Example: assume your margin is $500 (if you have this little, you are very, very foolish, but never mind). Assume you go long S&P, the ES, one contract. ES typically moves around 20 points a day, give or take. So assume it moves 10 points down, against you. 10 points times $50/point equals a loss of $500. That is equal to your margin, and so you are wiped out. 100% loss. It could have taken only about an hour. Today, ES went from about 2018 just after 10:00 EDT to 2006 at about 11:30. A drop of 12 points, taking an hour and a half.
Now you may understand leverage.
Sure, it may go the other way, and you would make a lot of money. How easy do you imagine it is to do that consistently?
So, some advice:
- Learn more. No kidding.
- Don't think about trading futures with tiny little margins. You will get wiped out in a hurry.
- SIM trading is one way to learn, but it is very different from live trading with real money at stake. Your hands will shake more when you have money on the line. Be careful about how easy SIM trading may seem. It's not real. The psychology of winning and losing is very different when you are actually winning and losing real money.
- Start trading something other than futures -- something that is not so extreme in its leverage. Use real money, in small amounts. You might just trade stocks or ETF's for a while, maybe even a few shares at a time. Learn about markets by doing. Learn about managing risk by having something at risk, which SIM does not.
- Save some money. How much margin might you need? Think about that 12 point move in an hour and a half. Then think about how much you would need to be able to stay alive in that kind of market. Be very conservative about it.
- Stay with this community on this forum, read lots of posts on many threads. Invest 100 bucks in an Elite membership, so you can access the large amount of content -- trading journals and threads -- in the Elite section.
- Work at it. No large amounts of money are available easily, and without effort, knowledge and practice.
-----------------
From long experience, I understand that probably none of this advice will be followed. People come here looking for quick money all the time, and then disappear. Probably not because they became rich....
Thanks you bobwest for the great reply. I just have one issue with it, which follows in italics (plus the rest)...
There is a way to mitigate that exposure and experience the true nature of the beast, and that is to setup a sim account exactly like your live account would look like if you funded it. Only have $2,500 of real money to put into your live account? Then setup your sim account exactly the same way, and trade with that in sim. See how you perform.

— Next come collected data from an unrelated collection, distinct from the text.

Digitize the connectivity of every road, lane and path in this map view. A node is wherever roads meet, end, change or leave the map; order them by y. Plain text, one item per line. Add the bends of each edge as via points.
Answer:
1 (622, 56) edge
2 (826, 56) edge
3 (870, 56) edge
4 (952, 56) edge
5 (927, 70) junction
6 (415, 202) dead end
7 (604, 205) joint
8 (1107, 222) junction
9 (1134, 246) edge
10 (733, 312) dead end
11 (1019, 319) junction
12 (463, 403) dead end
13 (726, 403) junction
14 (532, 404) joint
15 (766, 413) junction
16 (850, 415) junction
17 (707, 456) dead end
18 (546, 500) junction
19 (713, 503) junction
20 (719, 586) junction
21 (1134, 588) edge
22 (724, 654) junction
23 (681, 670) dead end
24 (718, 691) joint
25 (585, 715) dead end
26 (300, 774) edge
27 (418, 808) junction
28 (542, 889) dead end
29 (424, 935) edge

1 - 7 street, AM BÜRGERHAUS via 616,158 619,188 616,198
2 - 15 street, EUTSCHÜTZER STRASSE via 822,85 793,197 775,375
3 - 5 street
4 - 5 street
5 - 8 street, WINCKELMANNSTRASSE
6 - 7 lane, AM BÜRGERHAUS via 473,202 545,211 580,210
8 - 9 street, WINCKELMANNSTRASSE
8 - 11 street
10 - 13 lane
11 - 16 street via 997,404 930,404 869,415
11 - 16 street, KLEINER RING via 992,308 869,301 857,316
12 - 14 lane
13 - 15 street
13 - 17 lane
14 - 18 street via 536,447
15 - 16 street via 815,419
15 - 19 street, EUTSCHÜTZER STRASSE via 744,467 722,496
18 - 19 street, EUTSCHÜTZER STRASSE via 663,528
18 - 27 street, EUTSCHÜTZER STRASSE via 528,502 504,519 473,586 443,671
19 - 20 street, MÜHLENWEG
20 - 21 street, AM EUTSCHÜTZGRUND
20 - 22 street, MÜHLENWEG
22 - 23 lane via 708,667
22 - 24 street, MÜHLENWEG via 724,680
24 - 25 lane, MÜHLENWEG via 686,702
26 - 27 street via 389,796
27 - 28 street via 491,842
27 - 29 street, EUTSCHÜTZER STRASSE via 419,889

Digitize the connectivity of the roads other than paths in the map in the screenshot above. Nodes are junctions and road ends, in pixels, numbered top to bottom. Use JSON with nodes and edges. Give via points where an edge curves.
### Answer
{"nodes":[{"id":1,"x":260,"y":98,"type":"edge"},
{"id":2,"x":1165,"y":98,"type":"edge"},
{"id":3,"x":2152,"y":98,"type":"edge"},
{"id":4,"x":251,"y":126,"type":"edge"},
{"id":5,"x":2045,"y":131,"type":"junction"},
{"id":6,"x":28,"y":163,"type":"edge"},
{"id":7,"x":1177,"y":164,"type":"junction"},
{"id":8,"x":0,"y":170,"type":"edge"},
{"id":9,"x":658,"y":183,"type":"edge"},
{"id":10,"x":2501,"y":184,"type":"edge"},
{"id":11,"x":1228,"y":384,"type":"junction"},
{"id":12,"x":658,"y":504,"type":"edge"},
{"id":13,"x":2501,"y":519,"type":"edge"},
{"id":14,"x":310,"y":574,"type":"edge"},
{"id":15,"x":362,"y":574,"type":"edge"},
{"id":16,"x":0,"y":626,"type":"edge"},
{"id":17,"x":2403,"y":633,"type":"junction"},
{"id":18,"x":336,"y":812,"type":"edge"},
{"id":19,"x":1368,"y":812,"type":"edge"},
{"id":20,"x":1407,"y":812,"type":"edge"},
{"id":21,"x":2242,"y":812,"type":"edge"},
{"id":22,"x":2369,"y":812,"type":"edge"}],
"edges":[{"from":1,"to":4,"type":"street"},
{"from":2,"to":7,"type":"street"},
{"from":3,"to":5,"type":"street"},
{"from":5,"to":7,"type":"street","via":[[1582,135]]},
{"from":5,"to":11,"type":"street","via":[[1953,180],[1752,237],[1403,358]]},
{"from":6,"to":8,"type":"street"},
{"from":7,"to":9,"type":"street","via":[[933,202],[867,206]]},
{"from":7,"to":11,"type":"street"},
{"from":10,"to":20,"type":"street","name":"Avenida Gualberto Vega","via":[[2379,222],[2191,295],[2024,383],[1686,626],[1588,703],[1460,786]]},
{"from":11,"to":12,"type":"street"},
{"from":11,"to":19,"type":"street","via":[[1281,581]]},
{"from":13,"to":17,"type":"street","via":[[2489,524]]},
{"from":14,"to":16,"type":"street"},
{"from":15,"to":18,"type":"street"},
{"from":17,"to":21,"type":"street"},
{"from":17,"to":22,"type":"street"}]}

An old guru once gave me the salad advice of..."Once you have been able to double your original sim account three times without blowing out the original, you are ready for live trading."
Amazing advice. Because if you blow out the original amount once after you have doubled it, you still have the original amount left. Try again. If you blow it out after getting to the triple mark, you have twice as much left to try again and work from there.
P.S. noobforlyfe, here's the basic formulae that the futures traders I know of use for calculating total costs of fees and commissions etc...
$5 per round trip trade per contract. That includes most brokers' commissions and all associated fees with data feeds and exchanges etc etc, plus US taxes!
So if you entered and then exited 1 contract on the YM and made 10 tics, you are up $50, since YM is $5.00 per tic x 10 tics = $50.
Minus the $5 for the round-trip cost, and you have net profit of $45.